The third section covers the four scenarios in which Russia might use nuclear weapons.

The fourth and final section notes the roles of the government and related agencies, including the Security Council and Defense Ministry, in implementing Russia’s nuclear deterrence policy. The document maintains that the Russian president makes the decision to use nuclear weapons.

The document does not explicitly address Russia’s purported willingness to use or threaten to use its much larger arsenal of tactical nuclear weapons to stave off defeat in a conventional conflict or crisis initiated by Russia, a strategy known as “escalate to deescalate.” (See ACT, March 2018.) But, as Oliker points out, “hard[-]core believers” in this strategy may point to the document’s statement that Moscow’s nuclear deterrence policy “provides for the prevention of an escalation of military actions and their termination on conditions that are acceptable for the Russian Federation and/or its allies.”

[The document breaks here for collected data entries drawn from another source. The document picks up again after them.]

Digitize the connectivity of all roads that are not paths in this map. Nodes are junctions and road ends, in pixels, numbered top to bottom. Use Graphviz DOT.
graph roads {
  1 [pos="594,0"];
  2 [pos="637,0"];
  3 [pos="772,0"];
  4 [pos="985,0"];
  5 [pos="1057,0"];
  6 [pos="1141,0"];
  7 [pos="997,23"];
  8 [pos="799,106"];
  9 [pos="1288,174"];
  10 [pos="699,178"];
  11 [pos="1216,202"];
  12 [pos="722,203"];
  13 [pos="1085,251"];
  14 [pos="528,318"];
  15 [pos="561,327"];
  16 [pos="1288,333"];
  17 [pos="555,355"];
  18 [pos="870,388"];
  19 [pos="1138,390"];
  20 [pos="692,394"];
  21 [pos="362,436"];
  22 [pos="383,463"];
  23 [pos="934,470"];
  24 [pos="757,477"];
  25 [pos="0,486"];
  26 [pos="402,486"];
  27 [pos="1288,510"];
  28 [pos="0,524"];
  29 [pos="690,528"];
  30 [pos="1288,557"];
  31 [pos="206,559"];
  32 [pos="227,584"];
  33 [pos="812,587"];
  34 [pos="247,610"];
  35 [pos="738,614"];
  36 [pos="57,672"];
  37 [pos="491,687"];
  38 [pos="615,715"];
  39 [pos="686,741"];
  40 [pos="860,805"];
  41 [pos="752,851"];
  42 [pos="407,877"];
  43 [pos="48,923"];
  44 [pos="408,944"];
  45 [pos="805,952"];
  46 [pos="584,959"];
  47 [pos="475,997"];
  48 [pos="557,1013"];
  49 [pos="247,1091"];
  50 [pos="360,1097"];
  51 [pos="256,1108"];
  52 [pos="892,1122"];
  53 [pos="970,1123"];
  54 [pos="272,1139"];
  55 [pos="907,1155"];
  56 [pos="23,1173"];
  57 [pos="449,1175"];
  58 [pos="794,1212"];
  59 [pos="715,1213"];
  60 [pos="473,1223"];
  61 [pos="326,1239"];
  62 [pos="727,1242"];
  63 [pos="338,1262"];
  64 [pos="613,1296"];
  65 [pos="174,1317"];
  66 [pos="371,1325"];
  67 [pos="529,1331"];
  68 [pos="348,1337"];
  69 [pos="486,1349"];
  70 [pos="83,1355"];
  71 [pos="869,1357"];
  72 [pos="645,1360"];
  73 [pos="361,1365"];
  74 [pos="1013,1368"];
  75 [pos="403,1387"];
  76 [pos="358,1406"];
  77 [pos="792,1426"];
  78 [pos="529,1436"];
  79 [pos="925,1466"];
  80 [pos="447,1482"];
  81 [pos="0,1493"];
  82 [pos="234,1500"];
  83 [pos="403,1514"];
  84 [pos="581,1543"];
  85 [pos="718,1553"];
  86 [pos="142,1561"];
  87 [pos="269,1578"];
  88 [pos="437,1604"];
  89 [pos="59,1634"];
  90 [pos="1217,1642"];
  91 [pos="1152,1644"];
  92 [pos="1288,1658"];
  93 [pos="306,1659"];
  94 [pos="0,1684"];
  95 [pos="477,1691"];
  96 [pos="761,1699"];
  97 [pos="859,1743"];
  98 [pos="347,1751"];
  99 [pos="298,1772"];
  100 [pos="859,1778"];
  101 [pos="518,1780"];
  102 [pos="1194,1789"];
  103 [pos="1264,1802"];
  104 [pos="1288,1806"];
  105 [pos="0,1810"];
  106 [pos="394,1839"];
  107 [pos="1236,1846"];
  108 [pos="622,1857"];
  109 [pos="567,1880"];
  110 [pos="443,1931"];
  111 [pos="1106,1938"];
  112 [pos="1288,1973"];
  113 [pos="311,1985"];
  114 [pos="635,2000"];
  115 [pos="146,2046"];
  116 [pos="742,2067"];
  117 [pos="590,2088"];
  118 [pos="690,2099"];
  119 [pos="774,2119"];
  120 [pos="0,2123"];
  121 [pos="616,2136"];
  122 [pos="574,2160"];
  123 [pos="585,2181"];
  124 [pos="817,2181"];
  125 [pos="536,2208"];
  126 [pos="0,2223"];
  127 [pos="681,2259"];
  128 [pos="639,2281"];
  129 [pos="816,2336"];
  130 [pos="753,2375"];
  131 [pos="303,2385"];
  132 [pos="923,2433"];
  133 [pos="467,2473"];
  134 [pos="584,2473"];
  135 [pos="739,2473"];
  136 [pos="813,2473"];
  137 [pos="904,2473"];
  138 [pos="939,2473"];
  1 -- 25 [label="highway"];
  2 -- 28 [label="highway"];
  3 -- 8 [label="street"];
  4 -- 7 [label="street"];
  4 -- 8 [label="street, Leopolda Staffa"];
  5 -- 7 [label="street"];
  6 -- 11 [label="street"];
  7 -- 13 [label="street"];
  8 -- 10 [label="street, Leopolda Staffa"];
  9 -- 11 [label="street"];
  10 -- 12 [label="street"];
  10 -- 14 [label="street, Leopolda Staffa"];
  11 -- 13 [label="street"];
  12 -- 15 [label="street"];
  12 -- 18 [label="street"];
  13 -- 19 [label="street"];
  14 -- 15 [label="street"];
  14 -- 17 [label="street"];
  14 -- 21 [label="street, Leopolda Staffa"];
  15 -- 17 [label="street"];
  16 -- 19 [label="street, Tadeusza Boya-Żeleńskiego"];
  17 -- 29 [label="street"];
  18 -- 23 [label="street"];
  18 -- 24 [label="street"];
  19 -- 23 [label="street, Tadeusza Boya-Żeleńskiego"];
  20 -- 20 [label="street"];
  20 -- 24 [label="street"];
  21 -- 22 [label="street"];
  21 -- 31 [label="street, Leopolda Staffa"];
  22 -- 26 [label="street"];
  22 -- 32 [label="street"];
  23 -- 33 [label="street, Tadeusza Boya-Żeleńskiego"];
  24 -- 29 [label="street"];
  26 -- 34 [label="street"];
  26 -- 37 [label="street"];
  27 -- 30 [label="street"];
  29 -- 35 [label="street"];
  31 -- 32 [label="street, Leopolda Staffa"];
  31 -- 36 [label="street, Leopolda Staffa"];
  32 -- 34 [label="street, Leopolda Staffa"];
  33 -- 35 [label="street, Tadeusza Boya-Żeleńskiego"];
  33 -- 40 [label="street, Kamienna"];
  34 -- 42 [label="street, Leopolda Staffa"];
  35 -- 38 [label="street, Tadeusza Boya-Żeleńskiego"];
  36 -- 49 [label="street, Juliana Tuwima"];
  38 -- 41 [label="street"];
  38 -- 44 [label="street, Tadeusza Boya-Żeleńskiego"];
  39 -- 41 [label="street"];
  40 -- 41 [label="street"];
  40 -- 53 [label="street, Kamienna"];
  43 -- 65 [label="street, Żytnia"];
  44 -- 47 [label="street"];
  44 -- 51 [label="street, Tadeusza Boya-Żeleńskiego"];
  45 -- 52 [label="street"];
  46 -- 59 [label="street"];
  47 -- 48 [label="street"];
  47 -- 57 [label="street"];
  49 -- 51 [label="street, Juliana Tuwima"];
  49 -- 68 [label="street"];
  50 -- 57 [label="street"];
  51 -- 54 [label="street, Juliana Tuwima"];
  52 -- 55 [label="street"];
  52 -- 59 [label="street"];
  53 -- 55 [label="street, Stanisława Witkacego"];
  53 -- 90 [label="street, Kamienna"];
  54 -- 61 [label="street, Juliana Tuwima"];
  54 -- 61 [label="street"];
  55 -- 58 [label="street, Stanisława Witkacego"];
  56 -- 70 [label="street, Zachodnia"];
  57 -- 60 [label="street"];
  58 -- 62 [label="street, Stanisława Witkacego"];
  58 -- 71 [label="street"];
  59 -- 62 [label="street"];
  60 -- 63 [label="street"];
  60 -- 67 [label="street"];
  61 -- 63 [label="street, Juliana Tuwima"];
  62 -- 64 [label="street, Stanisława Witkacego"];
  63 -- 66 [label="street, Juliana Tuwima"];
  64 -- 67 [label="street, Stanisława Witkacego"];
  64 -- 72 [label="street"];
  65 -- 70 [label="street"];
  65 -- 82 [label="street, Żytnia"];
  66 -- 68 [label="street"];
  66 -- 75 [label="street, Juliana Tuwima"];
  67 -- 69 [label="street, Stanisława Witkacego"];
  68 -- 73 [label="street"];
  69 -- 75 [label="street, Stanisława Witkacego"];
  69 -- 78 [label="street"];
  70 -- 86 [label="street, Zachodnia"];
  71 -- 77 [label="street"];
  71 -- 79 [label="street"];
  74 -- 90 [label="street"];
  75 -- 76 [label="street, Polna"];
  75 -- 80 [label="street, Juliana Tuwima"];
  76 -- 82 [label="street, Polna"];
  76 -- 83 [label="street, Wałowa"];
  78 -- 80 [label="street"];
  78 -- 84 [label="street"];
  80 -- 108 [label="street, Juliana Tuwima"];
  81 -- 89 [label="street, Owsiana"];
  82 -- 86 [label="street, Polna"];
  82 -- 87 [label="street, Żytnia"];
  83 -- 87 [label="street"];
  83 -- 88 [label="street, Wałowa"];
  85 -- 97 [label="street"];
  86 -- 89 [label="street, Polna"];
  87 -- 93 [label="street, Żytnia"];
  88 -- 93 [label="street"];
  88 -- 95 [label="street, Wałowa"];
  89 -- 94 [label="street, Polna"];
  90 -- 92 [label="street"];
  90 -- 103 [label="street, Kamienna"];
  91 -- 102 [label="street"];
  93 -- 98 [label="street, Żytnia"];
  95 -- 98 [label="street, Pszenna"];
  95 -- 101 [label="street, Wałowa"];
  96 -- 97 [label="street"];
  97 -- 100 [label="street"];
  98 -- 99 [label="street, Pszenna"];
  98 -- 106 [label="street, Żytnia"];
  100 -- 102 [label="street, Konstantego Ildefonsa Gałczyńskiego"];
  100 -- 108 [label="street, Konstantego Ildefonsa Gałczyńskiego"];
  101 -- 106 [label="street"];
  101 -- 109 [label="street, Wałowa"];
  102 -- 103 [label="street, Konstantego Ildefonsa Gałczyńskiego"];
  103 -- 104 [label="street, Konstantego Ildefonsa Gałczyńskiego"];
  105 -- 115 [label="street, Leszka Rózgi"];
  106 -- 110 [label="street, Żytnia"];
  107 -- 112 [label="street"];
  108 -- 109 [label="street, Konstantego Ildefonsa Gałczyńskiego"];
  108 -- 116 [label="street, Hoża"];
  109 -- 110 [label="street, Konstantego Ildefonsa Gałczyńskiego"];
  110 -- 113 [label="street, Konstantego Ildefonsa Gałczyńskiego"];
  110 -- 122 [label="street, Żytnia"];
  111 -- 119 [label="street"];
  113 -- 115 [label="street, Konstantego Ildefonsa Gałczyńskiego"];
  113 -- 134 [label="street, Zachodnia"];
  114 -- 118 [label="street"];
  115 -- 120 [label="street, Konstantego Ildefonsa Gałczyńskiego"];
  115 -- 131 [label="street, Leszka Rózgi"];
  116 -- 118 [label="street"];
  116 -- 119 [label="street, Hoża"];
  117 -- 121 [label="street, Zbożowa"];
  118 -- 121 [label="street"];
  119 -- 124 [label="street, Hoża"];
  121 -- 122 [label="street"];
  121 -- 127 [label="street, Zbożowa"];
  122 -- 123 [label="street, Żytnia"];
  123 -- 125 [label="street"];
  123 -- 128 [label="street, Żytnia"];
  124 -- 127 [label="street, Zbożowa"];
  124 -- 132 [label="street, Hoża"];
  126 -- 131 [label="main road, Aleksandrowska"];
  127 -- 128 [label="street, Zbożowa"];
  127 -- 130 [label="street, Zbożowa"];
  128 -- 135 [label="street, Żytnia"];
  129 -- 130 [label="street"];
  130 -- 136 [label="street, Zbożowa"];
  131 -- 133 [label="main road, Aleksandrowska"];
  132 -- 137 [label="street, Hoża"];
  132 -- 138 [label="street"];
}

Oliker instead suggests an interpretation that Russia will not use nuclear weapons “for simple battlefield advantage.” But if Russia decides to use nuclear weapons, it “will do so intending to prevent further escalation and end the conflict as favorably (or acceptably) as possible for itself.”

Nikolai Sokov, a senior fellow at the James Martin Center for Nonproliferation Studies and former Russian Foreign Ministry official, said in a June 3 analysis of the deterrence policy that the document has a deescalation strategy but emphasizes deterrence and views deescalation more as a means of preventing rather than waging war.

Following the publication of the signed document, Kremlin spokesman Dmitry Peskov told reporters on June 3 that “Russia can never and will never initiate” the use of nuclear weapons.

Marshall Billingslea, U.S. special envoy for arms control, responded to Peskov on June 11, tweeting, “Where is this reflected in the new doctrine?”